Profil Yayoi Kusama, Seniman Legendaris Jepang yang Meninggal Dunia di Usia 97 Tahun
Pengulangan tersebut kemudian menjadi bagian dari gagasan yang disebut Kusama sebagai self-obliteration, yakni gagasan tentang penghapusan batas diri melalui pola yang terus berkembang dan berulang.
Kusama kemudian tidak hanya menggunakan pola tersebut dalam lukisan, tetapi juga mengembangkannya menjadi patung, instalasi, performance art dan berbagai bentuk karya lainnya.
Pada era 1960-an, Kusama semakin aktif dalam dunia seni New York. Ia mengembangkan berbagai bentuk karya, mulai dari lukisan, patung lunak, instalasi, happening, performance art, film hingga fashion.
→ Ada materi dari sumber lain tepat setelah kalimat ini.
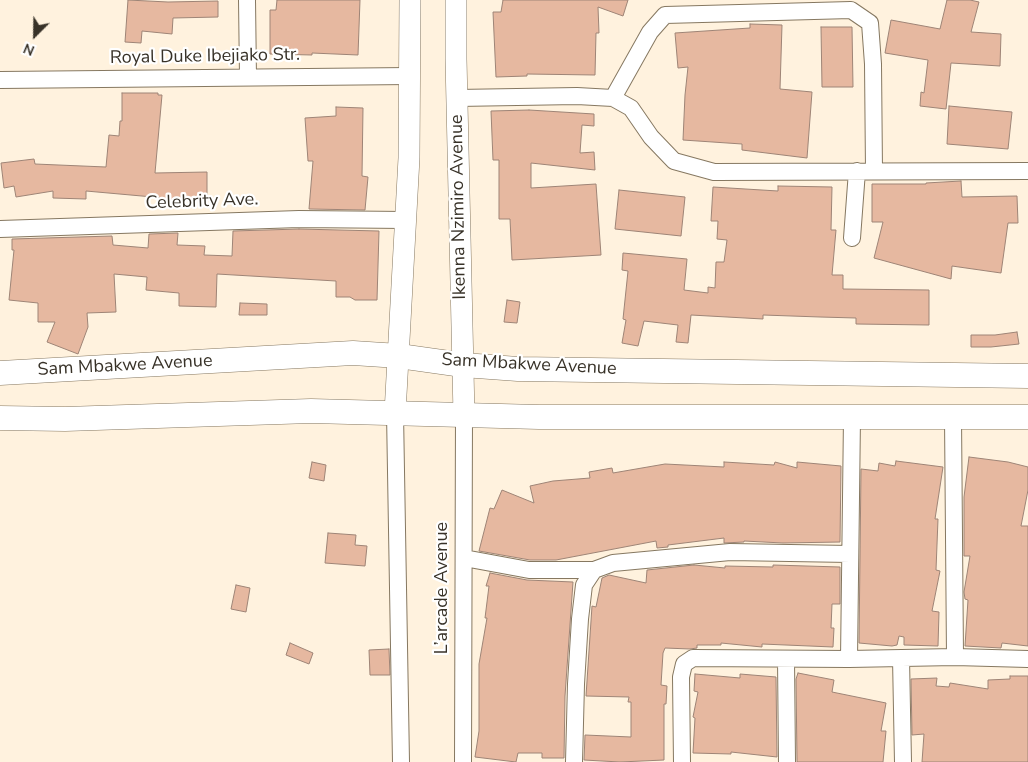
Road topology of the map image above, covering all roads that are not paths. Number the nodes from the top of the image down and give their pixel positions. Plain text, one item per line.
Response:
1 (247, 0) edge
2 (410, 0) edge
3 (456, 0) edge
4 (410, 76) junction
5 (248, 77) junction
6 (0, 80) edge
7 (457, 98) junction
8 (613, 98) junction
9 (857, 171) junction
10 (874, 171) junction
11 (1028, 171) edge
12 (406, 220) junction
13 (0, 229) edge
14 (852, 238) dead end
15 (399, 356) junction
16 (463, 365) junction
17 (0, 373) edge
18 (1028, 376) edge
19 (395, 413) junction
20 (464, 415) junction
21 (852, 417) junction
22 (954, 417) junction
23 (1028, 417) edge
24 (0, 418) edge
25 (850, 554) junction
26 (464, 558) junction
27 (594, 570) junction
28 (955, 657) junction
29 (901, 658) junction
30 (786, 659) junction
31 (849, 659) junction
32 (1028, 659) edge
33 (400, 762) edge
34 (462, 762) edge
35 (574, 762) edge
36 (682, 762) edge
37 (787, 762) edge
38 (903, 762) edge

1 - 5 street
2 - 4 street
3 - 7 street, Ikenna Nzimiro Avenue
4 - 5 street, Royal Duke Ibejiako Str.
4 - 12 street
5 - 6 street, Royal Duke Ibejiako Str.
7 - 8 street
7 - 16 street, Ikenna Nzimiro Avenue
8 - 9 street
8 - 10 street
9 - 10 street
9 - 14 street
10 - 11 street
12 - 13 street, Celebrity Ave.
12 - 15 street
15 - 16 main road, Sam Mbakwe Avenue
15 - 17 main road, Sam Mbakwe Avenue
15 - 19 street
16 - 18 main road, Sam Mbakwe Avenue
16 - 20 street, Ikenna Nzimiro Avenue
19 - 20 main road
19 - 24 main road
19 - 33 street
20 - 21 main road
20 - 26 street, L’arcade Avenue
21 - 22 main road
21 - 25 street
22 - 23 main road
22 - 28 street
25 - 27 street
25 - 31 street
26 - 27 street
26 - 34 street, L’arcade Avenue
27 - 35 street
28 - 29 street
28 - 32 street
29 - 31 street
29 - 38 street
30 - 31 street
30 - 36 street
30 - 37 street

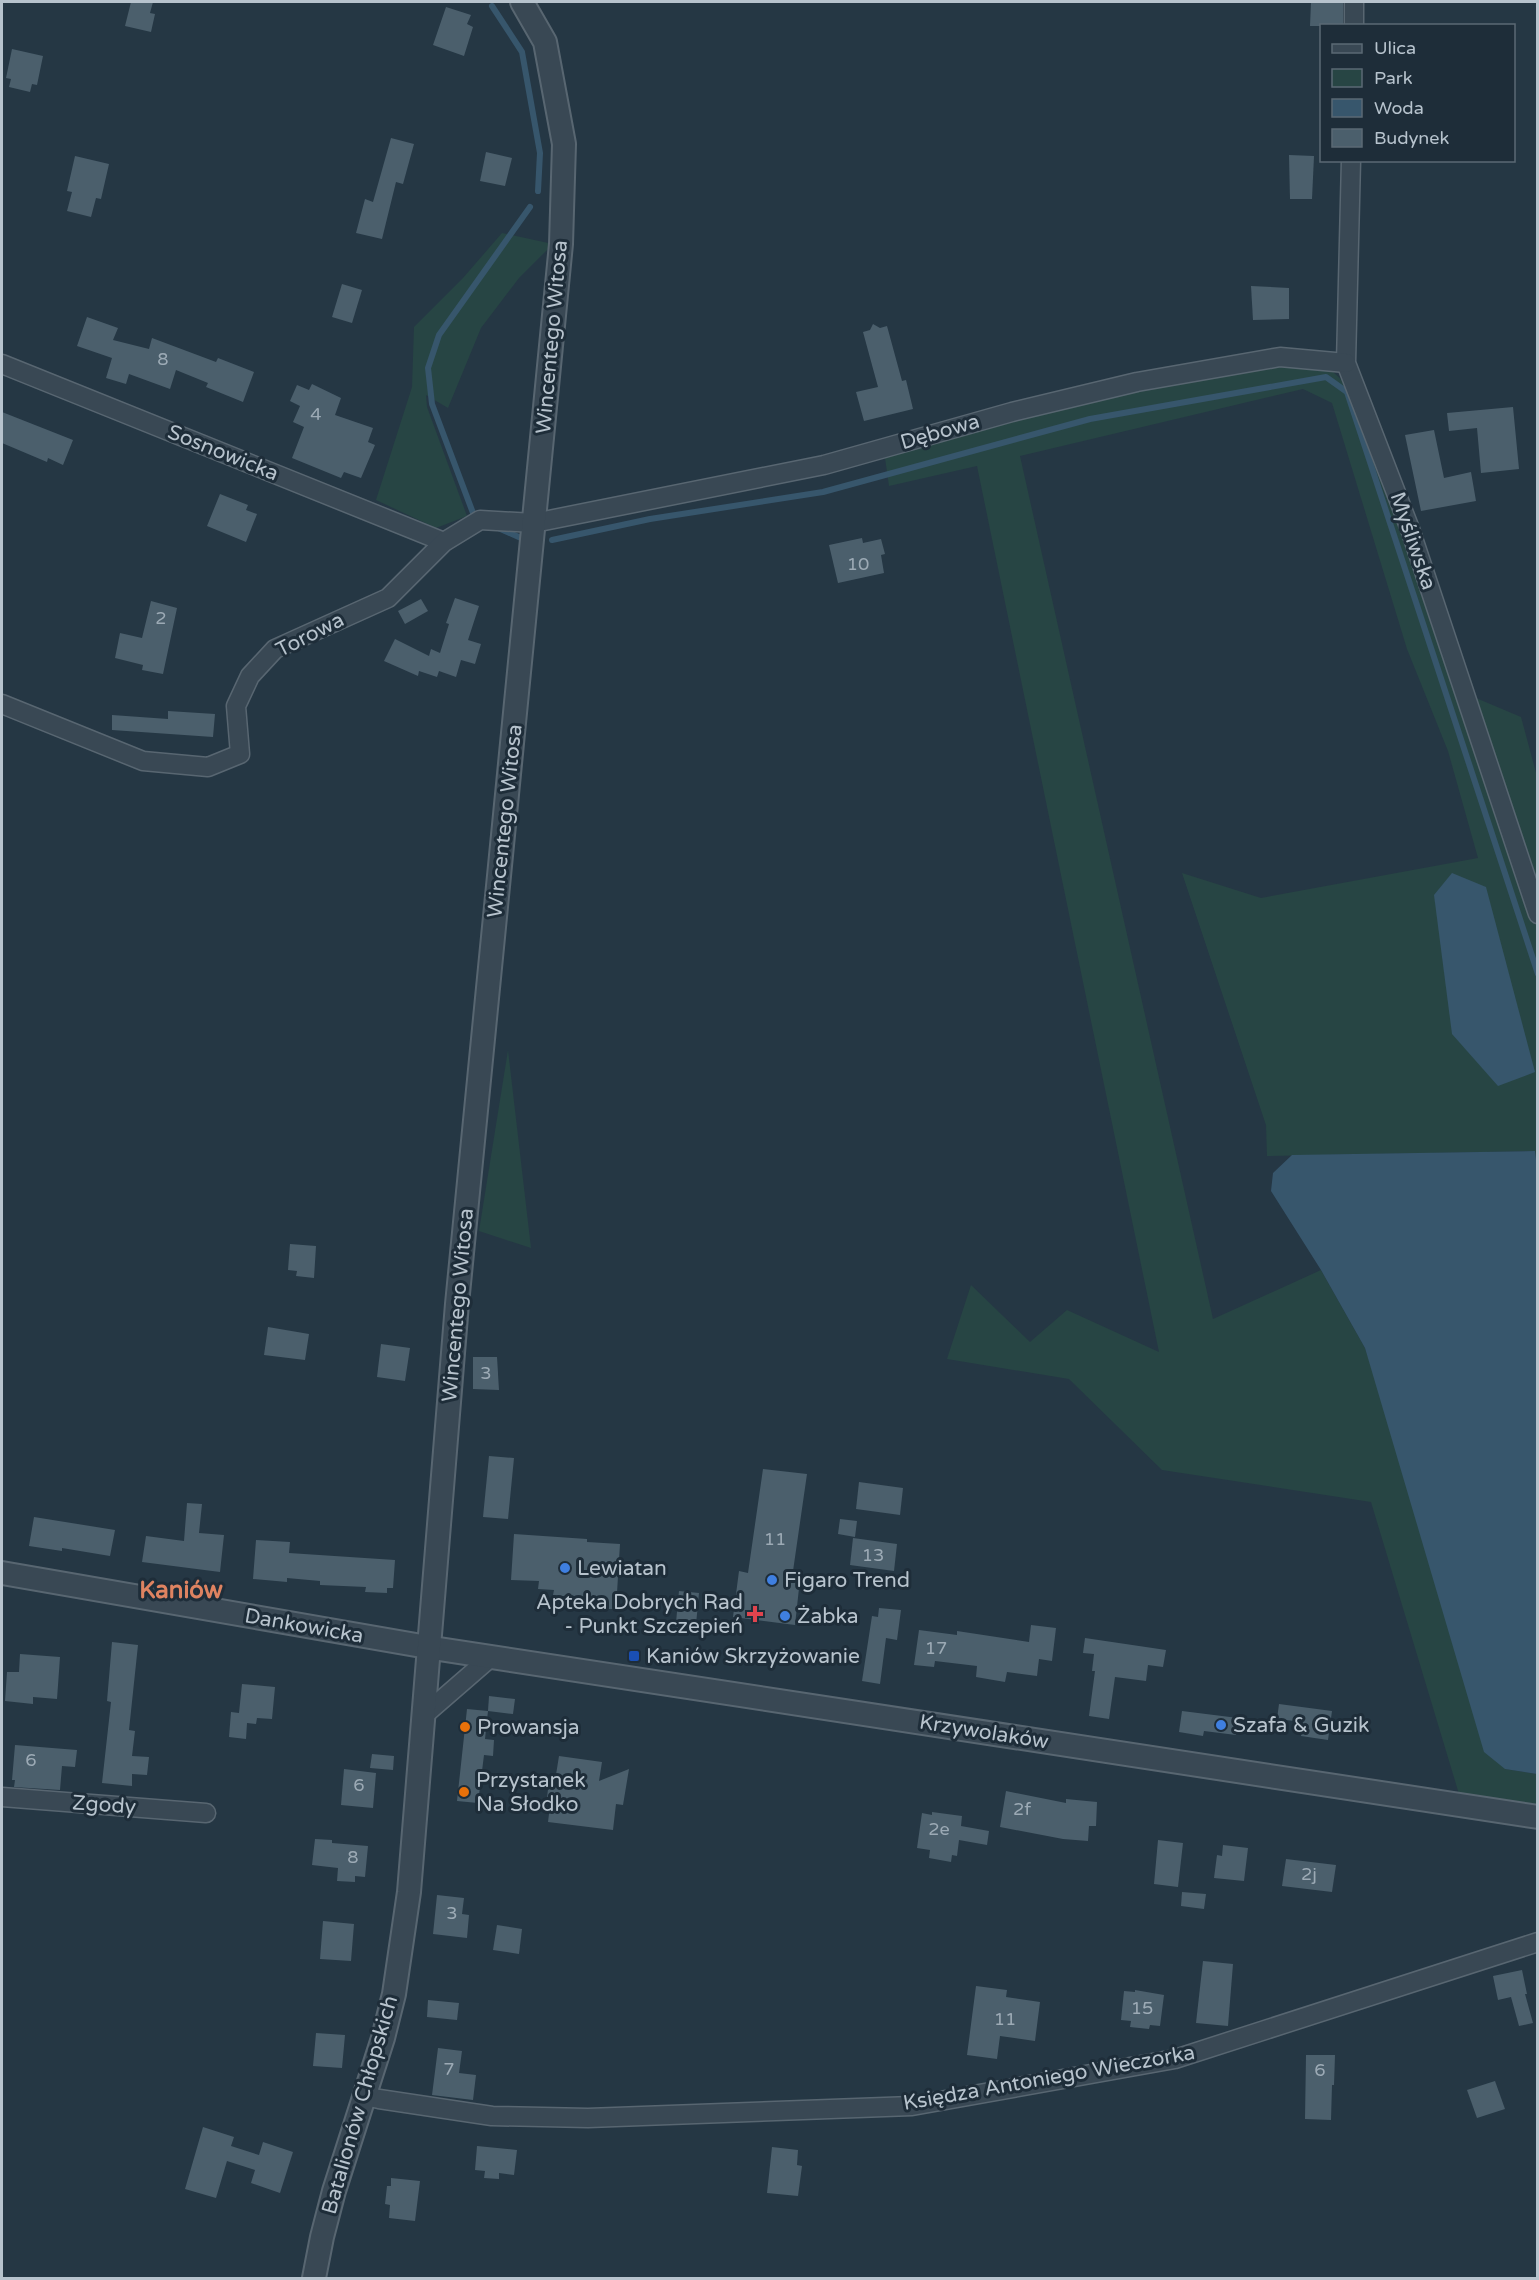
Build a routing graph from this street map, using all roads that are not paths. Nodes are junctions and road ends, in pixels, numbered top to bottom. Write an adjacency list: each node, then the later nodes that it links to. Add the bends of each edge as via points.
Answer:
1 (522, 2): 7 (street, Wincentego Witosa, via 545,42 564,144 561,244)
2 (1354, 2): 3 (street)
3 (1354, 24)
4 (1351, 162): 5 (street, Myśliwska)
5 (1346, 363): 7 (street, Dębowa, via 1280,357 1137,381 1012,411 824,465); 10 (street, Myśliwska, via 1410,529)
6 (2, 364): 8 (street, Sosnowicka)
7 (534, 523): 8 (street, Torowa, via 480,520); 12 (street, Wincentego Witosa, via 457,1304)
8 (444, 542): 9 (street, Torowa, via 388,598 275,649 250,676 236,706 240,754 208,767 143,761)
9 (2, 704)
10 (1538, 914)
11 (2, 1573): 12 (street, Dankowicka)
12 (429, 1647): 13 (street, Krzywolaków); 14 (street, Batalionów Chłopskich)
13 (491, 1657): 14 (street); 17 (street, Krzywolaków)
14 (423, 1716): 19 (street, Batalionów Chłopskich, via 402,1949 389,2016)
15 (2, 1797): 16 (street, Zgody)
16 (206, 1812)
17 (1538, 1817)
18 (1538, 1942): 19 (street, Księdza Antoniego Wieczorka, via 1175,2059 912,2106 528,2117 492,2116)
19 (365, 2096): 20 (street, Batalionów Chłopskich, via 334,2191)
20 (314, 2278)

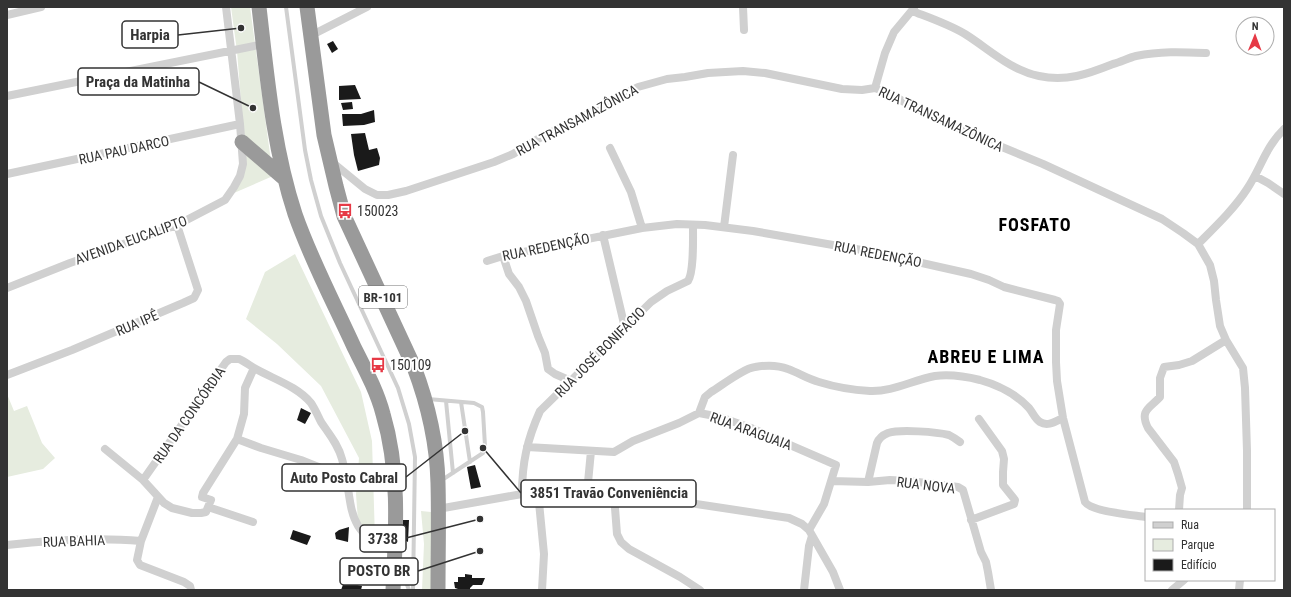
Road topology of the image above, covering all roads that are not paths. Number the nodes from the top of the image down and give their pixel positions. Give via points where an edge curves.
1 (41, 7) edge
2 (226, 7) edge
3 (259, 7) edge
4 (286, 7) edge
5 (307, 7) edge
6 (367, 7) edge
7 (743, 7) edge
8 (913, 9) edge
9 (7, 15) edge
10 (744, 30) dead end
11 (310, 36) junction
12 (264, 44) junction
13 (231, 50) junction
14 (1206, 53) dead end
15 (875, 88) junction
16 (7, 96) edge
17 (240, 124) junction
18 (1284, 129) edge
19 (242, 142) junction
20 (610, 148) dead end
21 (733, 155) dead end
22 (329, 159) junction
23 (7, 174) edge
24 (1255, 176) junction
25 (285, 179) junction
26 (1284, 194) edge
27 (177, 225) junction
28 (693, 225) junction
29 (724, 227) junction
30 (642, 228) junction
31 (603, 235) junction
32 (1198, 244) junction
33 (504, 256) junction
34 (487, 261) dead end
35 (7, 288) edge
36 (625, 328) junction
37 (1226, 340) junction
38 (254, 368) junction
39 (7, 375) edge
40 (571, 381) junction
41 (425, 399) junction
42 (446, 401) junction
43 (461, 402) junction
44 (699, 413) junction
45 (979, 418) dead end
46 (1063, 418) junction
47 (237, 439) junction
48 (960, 442) dead end
49 (527, 447) junction
50 (105, 449) dead end
51 (591, 451) junction
52 (470, 462) junction
53 (453, 473) junction
54 (346, 478) junction
55 (869, 479) junction
56 (143, 480) junction
57 (832, 481) junction
58 (438, 482) junction
59 (538, 492) junction
60 (587, 493) junction
61 (522, 494) junction
62 (614, 495) junction
63 (158, 497) junction
64 (208, 507) junction
65 (438, 509) junction
66 (1180, 509) edge
67 (1247, 509) edge
68 (1145, 517) edge
69 (971, 520) junction
70 (253, 522) dead end
71 (810, 533) junction
72 (141, 541) junction
73 (7, 546) edge
74 (395, 552) junction
75 (1183, 581) edge
76 (191, 590) edge
77 (393, 590) edge
78 (409, 590) edge
79 (413, 590) edge
80 (438, 590) edge
81 (542, 590) edge
82 (700, 590) edge
83 (804, 590) edge
84 (840, 590) edge
85 (991, 590) edge
86 (1172, 590) edge

1 - 9 street
2 - 13 street, AVENIDA EUCALIPTO
3 - 12 highway
4 - 79 lane via 305,150 321,216 398,388 409,424 414,457
5 - 11 highway, BR-101
6 - 11 street
7 - 10 street
8 - 14 street via 950,25 1013,67 1039,76 1079,76 1134,57 1157,53
8 - 15 street via 894,32
11 - 22 highway, BR-101
12 - 13 street
12 - 25 highway via 274,129
13 - 16 street
13 - 17 street, AVENIDA EUCALIPTO
15 - 22 street, RUA TRANSAMAZÔNICA via 842,88 743,71 667,79 638,87 494,162 411,190 388,195 377,195 365,189
15 - 32 street, RUA TRANSAMAZÔNICA via 968,133 1043,164 1162,220
17 - 19 street, AVENIDA EUCALIPTO
17 - 23 street, RUA PAU DARCO
18 - 24 street via 1270,146
19 - 25 highway
19 - 27 street, AVENIDA EUCALIPTO via 240,176 225,200
20 - 30 street via 631,192
21 - 29 street
22 - 41 highway, BR-101 via 344,216 414,366
24 - 26 street
24 - 32 street via 1237,204
25 - 74 highway via 308,247 373,386 383,413 395,479
27 - 35 street, AVENIDA EUCALIPTO
27 - 39 street, RUA IPÊ via 198,290 194,298
28 - 29 street, RUA REDENÇÃO
28 - 30 street, RUA REDENÇÃO
28 - 36 street, RUA JOSÉ BONIFACIO via 688,281 651,302
29 - 46 street, RUA REDENÇÃO via 873,252 971,274 1004,287 1058,301 1060,308 1056,330 1056,362
30 - 31 street, RUA REDENÇÃO
31 - 33 street, RUA REDENÇÃO
31 - 36 street
32 - 37 street, RUA TRANSAMAZÔNICA via 1210,265 1220,326
33 - 34 street, RUA REDENÇÃO
33 - 40 street via 509,274 526,301 548,368
36 - 40 street, RUA JOSÉ BONIFACIO
37 - 66 street via 1192,361 1164,367 1160,378 1160,397 1146,410 1145,422 1148,428 1174,462 1182,488
37 - 67 street, RUA TRANSAMAZÔNICA via 1243,368
38 - 47 street via 245,388 244,414
38 - 54 street, RUA DA CONCÓRDIA via 294,389 311,404 334,440 342,457
38 - 56 street, RUA DA CONCÓRDIA via 239,359 230,359 226,362
40 - 49 street, RUA JOSÉ BONIFACIO via 540,411
41 - 42 lane
41 - 58 highway, BR-101 via 435,448
42 - 43 lane
42 - 53 lane
43 - 52 lane
43 - 52 lane via 479,405 483,412 484,450
44 - 46 street via 705,396 753,367 778,366 820,383 870,391 889,389 934,377 962,375 1006,390 1041,423 1050,424
44 - 51 street, RUA ARAGUAIA via 633,441 614,452
44 - 57 street, RUA ARAGUAIA via 751,428 836,465
45 - 69 street via 1002,451 1003,486 1015,500 1014,504
46 - 68 street, RUA REDENÇÃO via 1087,506
47 - 54 street
47 - 64 street via 203,493 202,497 211,500
48 - 55 street via 939,433 887,434 877,443
49 - 51 street, RUA ARAGUAIA
49 - 61 street, RUA JOSÉ BONIFACIO
50 - 56 street
51 - 60 street
52 - 53 lane
53 - 58 lane
54 - 74 street, RUA DA CONCÓRDIA via 353,515 362,533 383,548
55 - 57 street, RUA NOVA
55 - 69 street, RUA NOVA via 910,481 960,488 964,490
56 - 63 street
57 - 71 street
58 - 65 highway, BR-101
59 - 60 street
59 - 61 street
59 - 81 street via 544,554
60 - 62 street
61 - 65 street
62 - 71 street via 663,499 789,518 802,524
62 - 82 street via 617,534 621,542
63 - 64 street via 172,508 192,513 204,513
63 - 72 street
64 - 70 street
65 - 80 highway, BR-101
69 - 85 street, RUA NOVA via 986,562
71 - 83 street
71 - 84 street via 833,572
72 - 73 street, RUA BAHIA via 94,539
72 - 76 street via 137,560 140,565 184,582
74 - 77 highway
74 - 78 lane
75 - 86 street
Ia juga membuat sejumlah aksi seni yang berkaitan dengan isu sosial dan perdamaian, termasuk aksi anti-perang. Pada periode ini, Kusama berinteraksi dengan sejumlah seniman penting yang kemudian menjadi bagian dari sejarah seni modern Amerika.
Museum of Modern Art (MoMA) mencatat Kusama sebagai bagian penting dari skena avant-garde New York sejak akhir 1950-an hingga awal 1970-an. Praktiknya bersinggungan dengan berbagai perkembangan seni seperti Abstract Expressionism, Minimalism, Pop Art dan Feminist Art, meski Kusama selalu memiliki pendekatan artistiknya sendiri.